The development of advanced hypersonic aerospace vehicles remains a strong focus of several programs pursued by US Air Force and NASA as well as European agencies. The design of hypersonic systems requires multidisciplinary studies involving structural mechanics, aerodynamics, propulsion and materials. Since both flight and on-the-ground experiments are expensive for hypersonic flight conditions, computational methods such as computational fluid dynamics (CFD) serve as critical tools in the analysis and design of such systems. While a deterministic CFD solution gives a single-point estimate for a fixed set of input parameters, in real-life hypersonic applications numerous uncertainties in the design, manufacture and operation must be addressed. With the modern computational capabilities it has become feasible to perform uncertainty quantification (UQ) analyses which are valuable to design processes. UQ indicates which parameters are contributing the most to the variability of an output quantity and introduces opportunities for design improvements.[1][2]

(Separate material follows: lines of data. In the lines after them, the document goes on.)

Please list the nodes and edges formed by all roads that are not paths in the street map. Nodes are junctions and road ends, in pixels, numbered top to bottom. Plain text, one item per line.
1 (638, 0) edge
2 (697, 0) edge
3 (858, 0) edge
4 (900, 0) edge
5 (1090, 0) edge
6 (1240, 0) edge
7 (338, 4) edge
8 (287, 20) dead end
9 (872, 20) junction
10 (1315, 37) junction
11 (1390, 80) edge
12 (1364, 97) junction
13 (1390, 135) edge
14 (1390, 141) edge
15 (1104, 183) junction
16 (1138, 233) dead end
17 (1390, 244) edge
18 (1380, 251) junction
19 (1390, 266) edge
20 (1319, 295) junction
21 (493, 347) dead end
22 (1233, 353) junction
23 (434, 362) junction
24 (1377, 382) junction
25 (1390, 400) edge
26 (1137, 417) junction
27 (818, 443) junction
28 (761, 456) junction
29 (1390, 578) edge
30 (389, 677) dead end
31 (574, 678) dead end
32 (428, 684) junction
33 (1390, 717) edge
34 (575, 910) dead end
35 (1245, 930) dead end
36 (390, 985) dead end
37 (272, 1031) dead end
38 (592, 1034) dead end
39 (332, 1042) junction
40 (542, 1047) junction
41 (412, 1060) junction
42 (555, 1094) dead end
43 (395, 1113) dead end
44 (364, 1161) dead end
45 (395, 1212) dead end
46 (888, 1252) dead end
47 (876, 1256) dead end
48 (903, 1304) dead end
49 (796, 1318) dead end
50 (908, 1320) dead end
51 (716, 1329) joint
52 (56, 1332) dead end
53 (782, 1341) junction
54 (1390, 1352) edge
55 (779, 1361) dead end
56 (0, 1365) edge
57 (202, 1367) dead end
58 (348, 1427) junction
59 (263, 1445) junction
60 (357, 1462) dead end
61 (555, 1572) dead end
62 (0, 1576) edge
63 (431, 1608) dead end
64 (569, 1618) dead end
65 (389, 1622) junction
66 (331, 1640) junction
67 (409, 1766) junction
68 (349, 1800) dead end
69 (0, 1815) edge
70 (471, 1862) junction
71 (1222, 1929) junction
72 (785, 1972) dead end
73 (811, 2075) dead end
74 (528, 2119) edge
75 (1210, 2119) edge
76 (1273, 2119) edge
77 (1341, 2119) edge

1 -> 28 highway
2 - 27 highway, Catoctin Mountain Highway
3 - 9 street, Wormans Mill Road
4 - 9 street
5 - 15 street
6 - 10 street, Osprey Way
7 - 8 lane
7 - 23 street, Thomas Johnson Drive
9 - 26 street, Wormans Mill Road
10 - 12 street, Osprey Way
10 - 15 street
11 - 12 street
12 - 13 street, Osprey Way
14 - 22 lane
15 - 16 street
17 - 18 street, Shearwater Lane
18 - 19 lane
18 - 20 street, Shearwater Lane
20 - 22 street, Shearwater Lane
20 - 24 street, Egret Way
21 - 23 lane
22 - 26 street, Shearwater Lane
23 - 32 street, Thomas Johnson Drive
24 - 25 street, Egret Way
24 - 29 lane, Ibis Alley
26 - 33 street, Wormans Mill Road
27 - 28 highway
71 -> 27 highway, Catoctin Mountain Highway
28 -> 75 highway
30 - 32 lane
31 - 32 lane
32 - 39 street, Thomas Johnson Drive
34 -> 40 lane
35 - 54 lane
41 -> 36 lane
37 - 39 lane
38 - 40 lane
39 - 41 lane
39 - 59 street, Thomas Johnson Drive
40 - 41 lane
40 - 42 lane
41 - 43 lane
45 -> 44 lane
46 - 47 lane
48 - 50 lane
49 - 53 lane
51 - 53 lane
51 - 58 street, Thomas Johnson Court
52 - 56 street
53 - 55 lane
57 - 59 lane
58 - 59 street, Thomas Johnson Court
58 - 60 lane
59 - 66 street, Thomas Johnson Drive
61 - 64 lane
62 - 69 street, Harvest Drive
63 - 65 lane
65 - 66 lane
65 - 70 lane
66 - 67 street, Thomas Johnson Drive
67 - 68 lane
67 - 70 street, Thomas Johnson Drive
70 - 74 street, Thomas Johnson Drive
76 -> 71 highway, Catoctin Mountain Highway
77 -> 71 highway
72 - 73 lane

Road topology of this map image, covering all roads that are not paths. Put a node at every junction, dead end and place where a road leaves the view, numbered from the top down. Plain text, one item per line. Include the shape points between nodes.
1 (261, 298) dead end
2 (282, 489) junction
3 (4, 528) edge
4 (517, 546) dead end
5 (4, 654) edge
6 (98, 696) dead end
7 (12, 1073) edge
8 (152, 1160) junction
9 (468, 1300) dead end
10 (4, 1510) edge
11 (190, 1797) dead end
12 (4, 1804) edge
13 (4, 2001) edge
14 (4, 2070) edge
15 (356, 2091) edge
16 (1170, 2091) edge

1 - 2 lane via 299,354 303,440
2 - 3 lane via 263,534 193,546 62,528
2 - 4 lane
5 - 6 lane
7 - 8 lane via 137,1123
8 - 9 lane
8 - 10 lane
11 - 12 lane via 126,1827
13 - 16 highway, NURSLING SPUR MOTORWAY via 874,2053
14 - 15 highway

The purpose of this research is to provide an efficient method to quantify the uncertainties in flowfield properties of interest due to fluctuations in atmospheric conditions such as: freestream temperature, density, and velocity as well as modeling parameters such as collision integral coefficients. Thus, a Polynomial-chaos (PC) method which uses deterministic sampling is presented.[1][2] In applying this method to the FIRE II experiment at 1643 second trajectory point, it is observed that the output properties are most sensitive to the freestream velocity variations. Figure (1) shows the baseline temperature contour over the FIRE II forebody, and Fig. (2) shows the relative temperature uncertainty due to a 0.29% input velocity uncertainty. Note the higher uncertainties in the expansion region of the shoulder and across the shock near the outflow.

Figure 1. Translational Temperature Contour for Baseline Case Figure 2. Uncertainty in Translational Temperature Due to 0.29% Velocity Variations


[1] Weaver, A., “Analysis of Flowfield and Surface Heat Flux Uncertainties Under Typical Blunt-Body Re-entry Conditions,” Master's Thesis, Department of Aeronautical and Astronautical Engineering, Purdue University, Lafayette, IN, 2010.

[2] Weaver, A., Alexeenko, A., Greendyke, R., and Camberos, J., “Flowfield Uncertainty Analysis for Hypersonic CFD Simulations,” 48th AIAA Aerospace Sciences Meeting Including the New Horizons Forum and Aerospace Exposition, 2010, also Paper AIAA-2010-1180.

[3] Weaver, A., Alexeenko, A., Greendyke, R., and Camberos, J., “Flowfield Uncertainty Analysis for Hypersonic Computational Fluid Dynamics Simulations,” Journal of Thermophysics and Heat Transfer 25 (1) 2011, pp. 10-20.